Van Fossan:The evidence in this proceeding establishes that the rent reserved in the lease of the premises in question did not represent the full rental value. Therefore, when the petitioner issued and delivered its common capital stock of the par value of $150,000, in payment for the assignment of the lease, it acquired something of value for such payment which it was entitled to include in its invested capital. The problem which confronts us, therefore, is at *974what amount to evaluate petitioner’s equity in the leasehold at the beginning of the term granted by the lease. Petitioner claims this value to have been $270,000. Respondent allowed nothing.
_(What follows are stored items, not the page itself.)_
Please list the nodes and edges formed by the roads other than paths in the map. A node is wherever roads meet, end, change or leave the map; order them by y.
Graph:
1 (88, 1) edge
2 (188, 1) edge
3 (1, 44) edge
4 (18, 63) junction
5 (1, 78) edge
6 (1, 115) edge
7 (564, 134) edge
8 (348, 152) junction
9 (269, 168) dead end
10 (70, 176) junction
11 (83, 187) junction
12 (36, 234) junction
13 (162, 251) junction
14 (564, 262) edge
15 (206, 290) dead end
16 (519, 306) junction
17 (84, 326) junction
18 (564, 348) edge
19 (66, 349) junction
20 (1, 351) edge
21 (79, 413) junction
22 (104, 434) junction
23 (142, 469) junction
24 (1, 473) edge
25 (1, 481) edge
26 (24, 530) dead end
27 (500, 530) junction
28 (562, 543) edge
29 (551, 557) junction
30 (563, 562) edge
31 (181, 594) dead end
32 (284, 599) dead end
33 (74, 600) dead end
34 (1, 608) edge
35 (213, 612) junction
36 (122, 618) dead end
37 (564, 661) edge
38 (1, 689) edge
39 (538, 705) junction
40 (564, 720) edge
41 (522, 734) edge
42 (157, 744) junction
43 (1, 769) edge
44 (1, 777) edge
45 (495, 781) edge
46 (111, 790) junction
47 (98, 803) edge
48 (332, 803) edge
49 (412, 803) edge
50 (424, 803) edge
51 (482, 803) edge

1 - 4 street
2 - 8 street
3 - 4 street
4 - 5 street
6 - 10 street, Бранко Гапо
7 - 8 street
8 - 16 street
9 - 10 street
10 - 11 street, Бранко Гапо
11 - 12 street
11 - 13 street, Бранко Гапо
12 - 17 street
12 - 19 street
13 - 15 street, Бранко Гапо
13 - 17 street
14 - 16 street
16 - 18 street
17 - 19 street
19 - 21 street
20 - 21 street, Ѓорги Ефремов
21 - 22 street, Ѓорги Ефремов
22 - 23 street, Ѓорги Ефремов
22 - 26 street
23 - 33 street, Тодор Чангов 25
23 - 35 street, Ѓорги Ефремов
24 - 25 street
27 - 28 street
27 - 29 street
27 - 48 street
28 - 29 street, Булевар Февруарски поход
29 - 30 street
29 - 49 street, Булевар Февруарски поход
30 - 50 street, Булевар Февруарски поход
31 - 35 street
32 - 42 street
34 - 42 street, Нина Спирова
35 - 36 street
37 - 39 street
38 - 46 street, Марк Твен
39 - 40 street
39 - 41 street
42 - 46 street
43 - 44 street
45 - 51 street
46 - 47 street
The record of the hearing herein contains considerable opinion evidence, the purpose of which was to prove the value of the land and building at the time of their initial occupancy by the petitioner, namely, about May 1, 1916. The estimated values testified to by the opinion witnesses were considerably in excess of the sum of $993,606.06, which was the total cost of the premises to the lessor, the Newark Hotel Investment Co., and which was the amount on which the rental stipulated was based. These estimates of the value of the land and building as of May 1, 1916, were made in 1924 and 1925. In making a retrospective appraisal it is not easy to blot out of one’s mind that which one knows as the subsequent history of the property and to visualize only the factors and conditions which existed some years before. For this reason such an appraisal is not generally to be taken as conclusive evidence of value. In this case certain factors made it especially difficult to ignore subsequent development. Thus, we are not satisfied to adopt the estimated valúes fixed by petitioner’s witnesses. Neither does the evidence prove with precision the cost of the incompleted building which petitioner acquired.
There is, however, evidence of a satisfactory character substantiating a value of $150,000, the value placed on the leasehold by petitioner itself at the time of acquisition.
The assignment agreement recited that the Robert Treat Hotel Co. had considered the value of the lease for its corporate purposes and that it would, therefore, pay for the assignment $150,000 in cash or in fully paid, nonassessable common capital stock. The petitioner, the Robert Treat Hotel Co., issued said amount of common stock in consideration of the assignment of the lease to it and included the leasehold in its invested capital in the sum of $150,000. This appraisal of value made by the petitioner contemporaneously with its acquisition of the leasehold was, under the facts in evidence, a satisfactory determination of its fair value and in our opinion the evidence in this proceeding justifies this valuation.
We have found as a fact that the fair value of petitioner’s equity in the leasehold on May 1,1916, which was the beginning of the term granted, was $150,000, which sum should be included in invested capital as of May 1, 1916. This sum should be amortized at the rate of $5,000 annually for each of the thirty years of the life of the lease. Therefore, at the end of the year 1916 the unamortized value of said leasehold was $146,666.67. The unamortized portion of the value of the said leasehold to be included in invested capital for the *975year 1919 is $136,666.67. The said sum of $5,000 is deductible from petitioner’s income for each of the years 1919 and 1920 on account of the exhaustion of petitioner’s equity in the leasehold. Washington Hotel Co., 4 B. T. A. 441.
The remaining question for our determination is whether the amount of tax allocated to the petitioner on the consolidated returns for 1919 and 1920, respectively, which were filed by the United Hotels Co., as stated in the findings of fact, should be credited to petitioner before the determination of any deficiency in tax for the years 1919 and 1920.
The term “ deficiency ” means the amount by which the tax imposed exceeds the amount of tax shown by the taxpayer on his return. Although the petitioner was denied affiliation with the United Hotels Co. for 1919 and 1920, we are of the opinion that the consolidated returns for 1919 and 1920, filed for and on behalf of the petitioner among other corporations, must be deemed to be petitioner’s returns for those years within the meaning of the statute. Therefore, in accordance with decisions of this Board (Mather Paper Co., 3 B. T. A. 1; Cincinnati Mining Co., 8 B. T. A. 79; C. A. O'Meara et al., 11 B. T. A. 101) petitioner should be credited with the amount of tax shown by the consolidated returns for 1919 and 1920 to have been allocated to petitioner and paid, namely, for the year 1919 the sum of $11,607.20, and for the year 1920 the sum of $9,731.13.
Decision will he entered under Rule 50.